* [Task] Scan the lines below and report each one containing "Quyen" by copying it.

(Collected data entries)
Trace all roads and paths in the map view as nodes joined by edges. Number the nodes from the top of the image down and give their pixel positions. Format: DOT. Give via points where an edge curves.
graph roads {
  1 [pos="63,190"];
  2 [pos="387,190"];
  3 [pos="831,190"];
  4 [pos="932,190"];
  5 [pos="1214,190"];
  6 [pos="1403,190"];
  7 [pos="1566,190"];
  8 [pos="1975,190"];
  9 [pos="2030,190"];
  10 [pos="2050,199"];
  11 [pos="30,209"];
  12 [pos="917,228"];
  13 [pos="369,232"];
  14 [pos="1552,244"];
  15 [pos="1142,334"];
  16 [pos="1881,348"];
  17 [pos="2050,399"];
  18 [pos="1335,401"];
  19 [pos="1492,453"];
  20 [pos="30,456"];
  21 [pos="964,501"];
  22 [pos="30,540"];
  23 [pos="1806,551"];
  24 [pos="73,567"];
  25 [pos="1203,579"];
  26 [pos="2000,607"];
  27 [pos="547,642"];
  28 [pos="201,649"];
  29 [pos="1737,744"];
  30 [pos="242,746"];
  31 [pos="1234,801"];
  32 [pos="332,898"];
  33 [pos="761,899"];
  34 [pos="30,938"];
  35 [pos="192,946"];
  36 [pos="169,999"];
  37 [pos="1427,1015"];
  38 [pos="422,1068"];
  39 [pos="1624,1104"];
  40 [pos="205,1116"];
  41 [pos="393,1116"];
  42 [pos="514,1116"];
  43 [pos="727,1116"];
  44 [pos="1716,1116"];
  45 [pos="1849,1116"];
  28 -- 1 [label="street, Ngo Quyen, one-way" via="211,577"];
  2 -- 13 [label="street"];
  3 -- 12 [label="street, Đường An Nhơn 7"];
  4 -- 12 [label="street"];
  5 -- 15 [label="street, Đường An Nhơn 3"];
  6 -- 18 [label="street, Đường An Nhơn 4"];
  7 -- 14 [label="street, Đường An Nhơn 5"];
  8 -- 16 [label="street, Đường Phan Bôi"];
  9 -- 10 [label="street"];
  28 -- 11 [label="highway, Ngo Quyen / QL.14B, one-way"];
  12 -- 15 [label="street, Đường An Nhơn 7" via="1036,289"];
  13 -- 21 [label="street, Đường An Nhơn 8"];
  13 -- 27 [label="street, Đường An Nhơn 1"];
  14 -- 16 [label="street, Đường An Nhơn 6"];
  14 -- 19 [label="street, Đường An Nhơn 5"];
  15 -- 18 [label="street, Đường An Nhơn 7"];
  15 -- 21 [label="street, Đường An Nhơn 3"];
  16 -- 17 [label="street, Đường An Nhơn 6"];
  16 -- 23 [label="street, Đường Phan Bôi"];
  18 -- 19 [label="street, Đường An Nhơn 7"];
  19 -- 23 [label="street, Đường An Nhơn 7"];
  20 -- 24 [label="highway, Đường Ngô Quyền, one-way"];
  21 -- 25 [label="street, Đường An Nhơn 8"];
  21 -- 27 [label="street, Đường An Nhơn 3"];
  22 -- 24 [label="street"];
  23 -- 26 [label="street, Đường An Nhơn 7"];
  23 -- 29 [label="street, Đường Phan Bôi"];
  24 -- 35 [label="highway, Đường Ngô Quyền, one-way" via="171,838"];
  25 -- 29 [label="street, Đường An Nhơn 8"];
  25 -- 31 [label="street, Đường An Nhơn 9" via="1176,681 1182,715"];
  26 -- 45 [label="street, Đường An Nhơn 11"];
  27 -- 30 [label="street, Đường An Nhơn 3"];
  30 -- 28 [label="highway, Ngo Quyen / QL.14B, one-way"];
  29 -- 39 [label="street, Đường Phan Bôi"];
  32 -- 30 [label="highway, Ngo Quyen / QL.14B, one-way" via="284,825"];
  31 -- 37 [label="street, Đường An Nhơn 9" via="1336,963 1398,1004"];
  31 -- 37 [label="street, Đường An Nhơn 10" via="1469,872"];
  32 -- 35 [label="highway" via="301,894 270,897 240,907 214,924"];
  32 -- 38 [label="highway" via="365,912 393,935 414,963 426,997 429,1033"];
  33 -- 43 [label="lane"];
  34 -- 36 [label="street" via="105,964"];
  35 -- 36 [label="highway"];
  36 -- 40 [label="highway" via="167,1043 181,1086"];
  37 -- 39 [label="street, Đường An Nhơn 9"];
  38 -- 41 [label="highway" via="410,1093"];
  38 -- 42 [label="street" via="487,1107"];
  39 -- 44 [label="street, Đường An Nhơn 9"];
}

* [Solved exercise]
  28 -- 1 [label="street, Ngo Quyen, one-way" via="211,577"];
  28 -- 11 [label="highway, Ngo Quyen / QL.14B, one-way"];
  30 -- 28 [label="highway, Ngo Quyen / QL.14B, one-way"];
  32 -- 30 [label="highway, Ngo Quyen / QL.14B, one-way" via="284,825"];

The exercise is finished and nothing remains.